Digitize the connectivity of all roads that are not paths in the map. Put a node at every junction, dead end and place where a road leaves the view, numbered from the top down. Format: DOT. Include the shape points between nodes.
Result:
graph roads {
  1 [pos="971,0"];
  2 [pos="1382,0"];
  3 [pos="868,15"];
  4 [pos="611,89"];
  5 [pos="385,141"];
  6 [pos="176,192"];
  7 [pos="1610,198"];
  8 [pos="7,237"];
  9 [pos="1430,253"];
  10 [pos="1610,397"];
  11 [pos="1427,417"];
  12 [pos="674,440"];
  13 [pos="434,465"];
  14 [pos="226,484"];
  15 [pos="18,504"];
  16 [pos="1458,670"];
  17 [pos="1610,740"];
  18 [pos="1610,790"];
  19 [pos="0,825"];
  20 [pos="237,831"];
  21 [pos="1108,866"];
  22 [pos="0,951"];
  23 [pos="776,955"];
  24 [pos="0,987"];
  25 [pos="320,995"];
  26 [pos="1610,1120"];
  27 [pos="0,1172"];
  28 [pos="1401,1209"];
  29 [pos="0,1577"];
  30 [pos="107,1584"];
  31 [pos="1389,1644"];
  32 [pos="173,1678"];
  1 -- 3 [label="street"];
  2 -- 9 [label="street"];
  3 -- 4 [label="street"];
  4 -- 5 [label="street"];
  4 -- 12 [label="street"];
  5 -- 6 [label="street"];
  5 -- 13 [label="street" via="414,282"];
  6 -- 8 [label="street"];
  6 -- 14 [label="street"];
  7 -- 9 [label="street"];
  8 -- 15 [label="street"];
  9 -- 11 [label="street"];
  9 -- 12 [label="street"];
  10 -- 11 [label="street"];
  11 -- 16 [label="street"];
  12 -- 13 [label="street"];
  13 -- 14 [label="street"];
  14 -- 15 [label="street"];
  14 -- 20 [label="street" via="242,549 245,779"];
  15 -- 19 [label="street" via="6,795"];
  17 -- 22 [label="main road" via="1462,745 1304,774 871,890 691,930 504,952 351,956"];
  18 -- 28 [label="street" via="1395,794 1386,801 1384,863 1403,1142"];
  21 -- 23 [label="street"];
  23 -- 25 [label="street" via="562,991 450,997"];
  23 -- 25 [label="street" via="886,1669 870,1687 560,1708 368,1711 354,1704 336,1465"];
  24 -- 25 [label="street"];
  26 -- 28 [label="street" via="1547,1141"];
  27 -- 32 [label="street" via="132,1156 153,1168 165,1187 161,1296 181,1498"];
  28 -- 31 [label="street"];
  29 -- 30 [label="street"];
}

★ ★ ★ ★

All entries must be given again exactly.

• _REPLY_
Digitize the connectivity of all roads that are not paths in the map. Put a node at every junction, dead end and place where a road leaves the view, numbered from the top down. Format: DOT. Include the shape points between nodes.
Result:
graph roads {
  1 [pos="971,0"];
  2 [pos="1382,0"];
  3 [pos="868,15"];
  4 [pos="611,89"];
  5 [pos="385,141"];
  6 [pos="176,192"];
  7 [pos="1610,198"];
  8 [pos="7,237"];
  9 [pos="1430,253"];
  10 [pos="1610,397"];
  11 [pos="1427,417"];
  12 [pos="674,440"];
  13 [pos="434,465"];
  14 [pos="226,484"];
  15 [pos="18,504"];
  16 [pos="1458,670"];
  17 [pos="1610,740"];
  18 [pos="1610,790"];
  19 [pos="0,825"];
  20 [pos="237,831"];
  21 [pos="1108,866"];
  22 [pos="0,951"];
  23 [pos="776,955"];
  24 [pos="0,987"];
  25 [pos="320,995"];
  26 [pos="1610,1120"];
  27 [pos="0,1172"];
  28 [pos="1401,1209"];
  29 [pos="0,1577"];
  30 [pos="107,1584"];
  31 [pos="1389,1644"];
  32 [pos="173,1678"];
  1 -- 3 [label="street"];
  2 -- 9 [label="street"];
  3 -- 4 [label="street"];
  4 -- 5 [label="street"];
  4 -- 12 [label="street"];
  5 -- 6 [label="street"];
  5 -- 13 [label="street" via="414,282"];
  6 -- 8 [label="street"];
  6 -- 14 [label="street"];
  7 -- 9 [label="street"];
  8 -- 15 [label="street"];
  9 -- 11 [label="street"];
  9 -- 12 [label="street"];
  10 -- 11 [label="street"];
  11 -- 16 [label="street"];
  12 -- 13 [label="street"];
  13 -- 14 [label="street"];
  14 -- 15 [label="street"];
  14 -- 20 [label="street" via="242,549 245,779"];
  15 -- 19 [label="street" via="6,795"];
  17 -- 22 [label="main road" via="1462,745 1304,774 871,890 691,930 504,952 351,956"];
  18 -- 28 [label="street" via="1395,794 1386,801 1384,863 1403,1142"];
  21 -- 23 [label="street"];
  23 -- 25 [label="street" via="562,991 450,997"];
  23 -- 25 [label="street" via="886,1669 870,1687 560,1708 368,1711 354,1704 336,1465"];
  24 -- 25 [label="street"];
  26 -- 28 [label="street" via="1547,1141"];
  27 -- 32 [label="street" via="132,1156 153,1168 165,1187 161,1296 181,1498"];
  28 -- 31 [label="street"];
  29 -- 30 [label="street"];
}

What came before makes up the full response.